Figure 8. FXR overexpression attenuates growth of HT29 human colon cancer cell xenografts.

A. Reduced volume of hFXR-derived tumors compared with vector-derived tumors. B. Representative photos of xenografts from HT-29 cells transfected with vector alone (left) or vector containing hFXR (right). C. Reduced weight of hFXR-derived tumors compared with vector-derived tumors. D. Representative H&E- (upper panels) and Ki67-stained (lower panels) microscopic images of xenografts. Arrows, representative Ki67-stained nuclei. E. Reduced Ki67 immunostaining in hFXR-derived tumors compared with vector-derived tumors. Quantification of Ki-67 was performed as described in Materials and Methods.
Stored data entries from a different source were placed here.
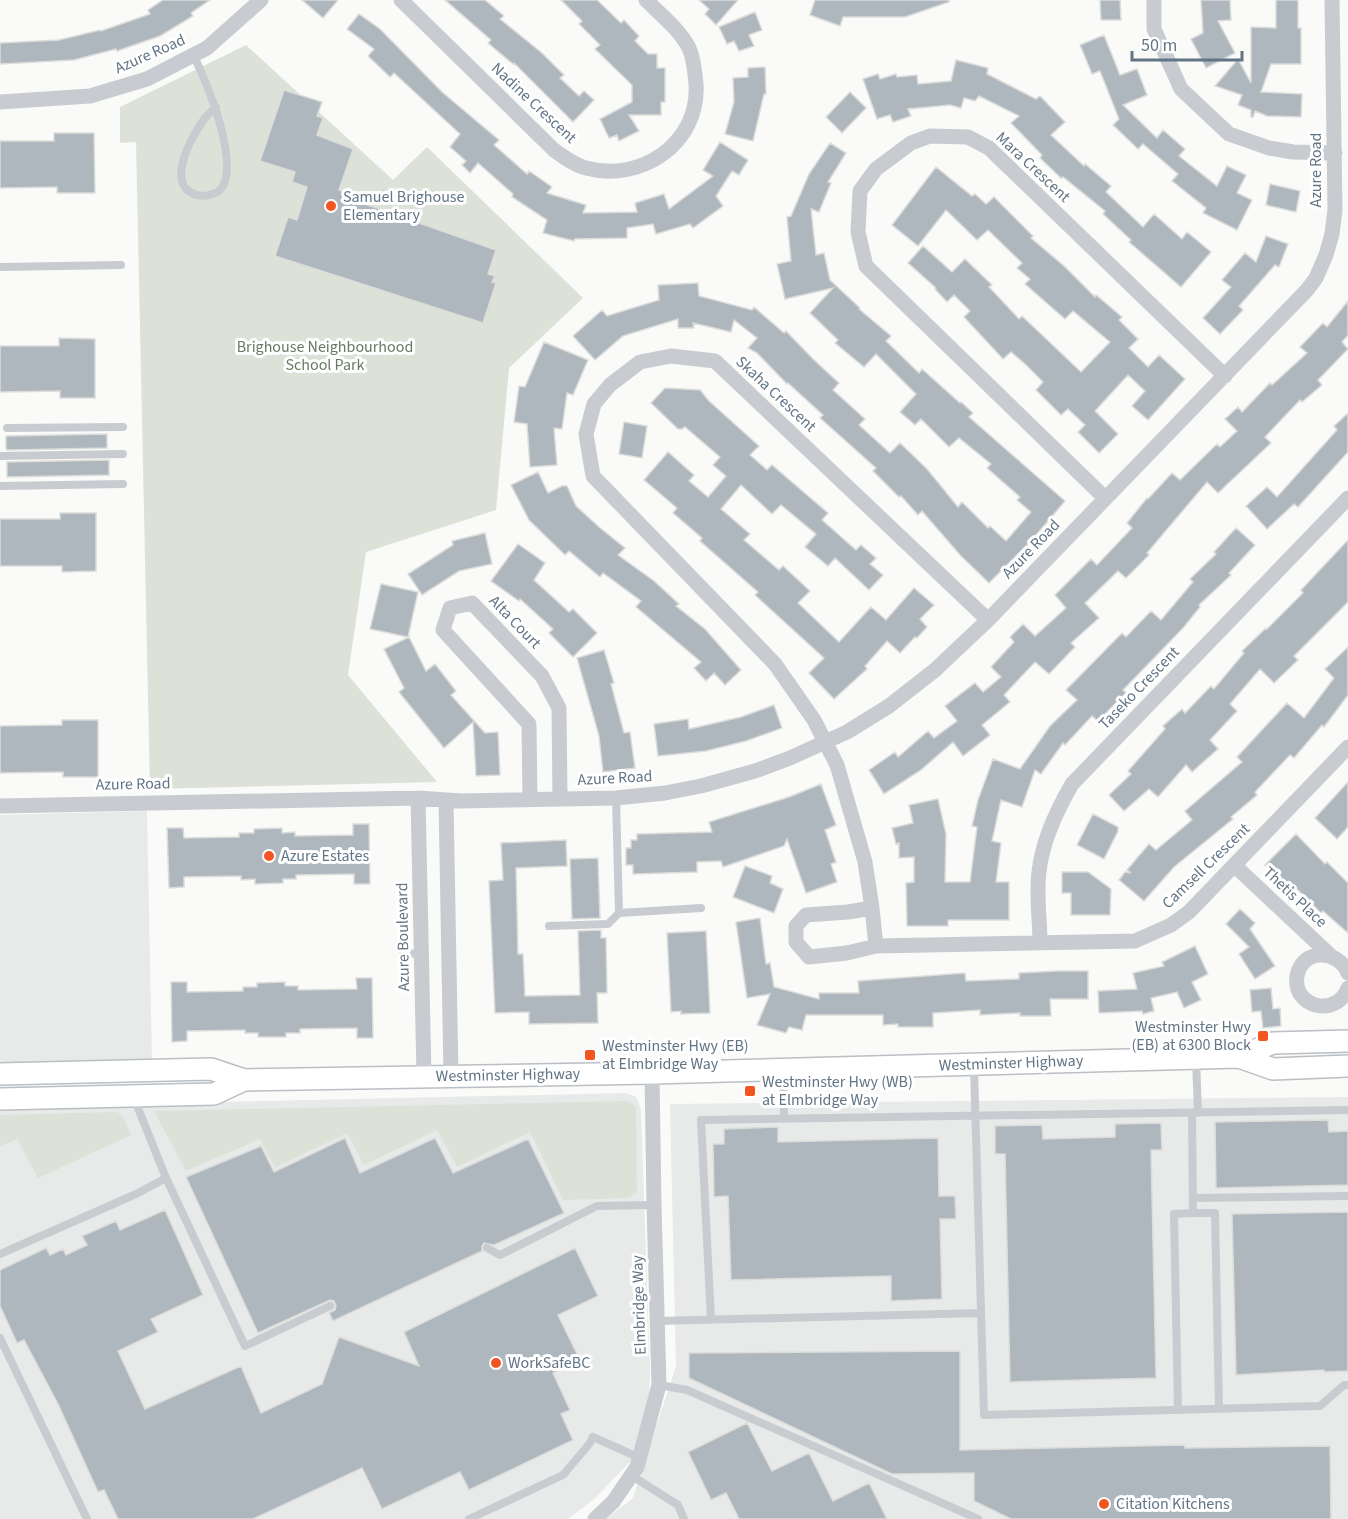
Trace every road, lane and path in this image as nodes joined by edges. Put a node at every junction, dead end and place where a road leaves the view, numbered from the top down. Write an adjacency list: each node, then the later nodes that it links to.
1 (261, 0): 7 (street, Azure Road)
2 (401, 0): 3 (street, Nadine Crescent)
3 (646, 0)
4 (1154, 0): 10 (street)
5 (1332, 0): 6 (street, Azure Road)
6 (1341, 42): 10 (street, Azure Road)
7 (193, 55): 8 (street, Azure Road); 9 (lane)
8 (0, 102)
9 (216, 107): 9 (lane)
10 (1335, 153): 13 (street, Azure Road)
11 (121, 265): 12 (lane)
12 (0, 267)
13 (1225, 376): 20 (street, Azure Road); 20 (street, Mara Crescent)
14 (123, 427): 15 (lane)
15 (7, 428)
16 (123, 454): 17 (lane)
17 (0, 456)
18 (123, 484): 19 (lane)
19 (0, 486)
20 (1105, 498): 22 (street, Azure Road)
21 (1348, 498): 36 (street, Taseko Crescent)
22 (988, 620): 23 (street, Azure Road); 23 (street, Skaha Crescent)
23 (826, 742): 26 (street, Azure Road); 33 (street)
24 (1347, 749): 31 (street, Camsell Crescent)
25 (418, 798): 28 (street, Azure Road); 30 (street, Azure Road); 39 (street, Azure Boulevard)
26 (616, 798): 27 (street, Azure Road); 34 (lane)
27 (560, 799): 29 (street, Azure Road); 29 (street, Alta Court)
28 (446, 800): 29 (street, Azure Road); 52 (street)
29 (530, 800)
30 (0, 806)
31 (1234, 865): 36 (street, Camsell Crescent); 40 (street, Thetis Place)
32 (701, 908): 34 (lane)
33 (872, 908): 37 (street); 37 (street, Camsell Crescent)
34 (619, 913): 35 (lane)
35 (549, 926)
36 (1040, 943): 37 (street, Camsell Crescent)
37 (876, 946)
38 (404, 953): 39 (lane)
39 (422, 954): 51 (street, Azure Boulevard)
40 (1331, 956): 41 (street, Thetis Place); 42 (street)
41 (1348, 973)
42 (1348, 988)
43 (1348, 1041): 44 (main road, Westminster Highway)
44 (1239, 1057): 45 (main road, Westminster Highway); 47 (main road, Westminster Highway)
45 (1196, 1058): 46 (main road, Westminster Highway); 57 (lane)
46 (974, 1064): 48 (main road, Westminster Highway); 58 (lane)
47 (1348, 1066)
48 (783, 1068): 49 (main road, Westminster Highway); 59 (lane)
49 (652, 1072): 52 (main road, Westminster Highway); 63 (street, Elmbridge Way)
50 (0, 1074): 53 (main road, Westminster Highway)
51 (424, 1076): 52 (main road, Westminster Highway); 53 (main road, Westminster Highway)
52 (451, 1076)
53 (244, 1080): 54 (main road, Westminster Highway)
54 (133, 1096): 55 (main road, Westminster Highway); 60 (lane)
55 (0, 1099)
56 (1348, 1110): 57 (lane)
57 (1195, 1113): 58 (lane); 62 (lane)
58 (976, 1116): 59 (lane); 68 (lane)
59 (784, 1119): 69 (lane)
60 (165, 1178): 66 (lane); 67 (lane)
61 (1348, 1196): 62 (lane)
62 (1193, 1198): 64 (lane)
63 (654, 1204): 65 (lane); 70 (street, Elmbridge Way)
64 (1193, 1214): 74 (lane); 75 (lane)
65 (487, 1248)
66 (0, 1254)
67 (330, 1306)
68 (981, 1313): 69 (lane); 75 (lane)
69 (711, 1320): 70 (lane)
70 (657, 1321): 72 (street, Elmbridge Way)
71 (0, 1338): 78 (lane)
72 (659, 1385): 76 (street, Elmbridge Way); 82 (lane)
73 (1348, 1385): 74 (lane)
74 (1219, 1408): 75 (lane)
75 (1178, 1410)
76 (640, 1458): 77 (street, Elmbridge Way); 79 (lane)
77 (632, 1476): 80 (street, Elmbridge Way); 81 (lane)
78 (87, 1519)
79 (470, 1519)
80 (595, 1519)
81 (684, 1519)
82 (978, 1519)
Values represent mean ± SD. *p<0.01 vs. vector-derived xenograft. F. Model depicting proposed mechanisms underlying FXR-mediated, Src-dependent activation of EGFR signaling in colon epithelial cells. Binding of FXR by an agonist (left panel), e.g. GW4064, results in de-phosphorylation of Src (Tyr416). Reduced Src activity results in attenuated EGFR (Tyr485) phosphorylation and downstream ERK1/2 signaling, thereby attenuating cell proliferation. In contrast, binding of FXR by an antagonist (right panel), e.g. guggulsterone, increases phosphorylation of Src (Tyr416). Activated Src phosphorylates EGFR (Tyr845) leading to activated post-EGFR signaling, including activation of ERK1/2, which promotes cell proliferation.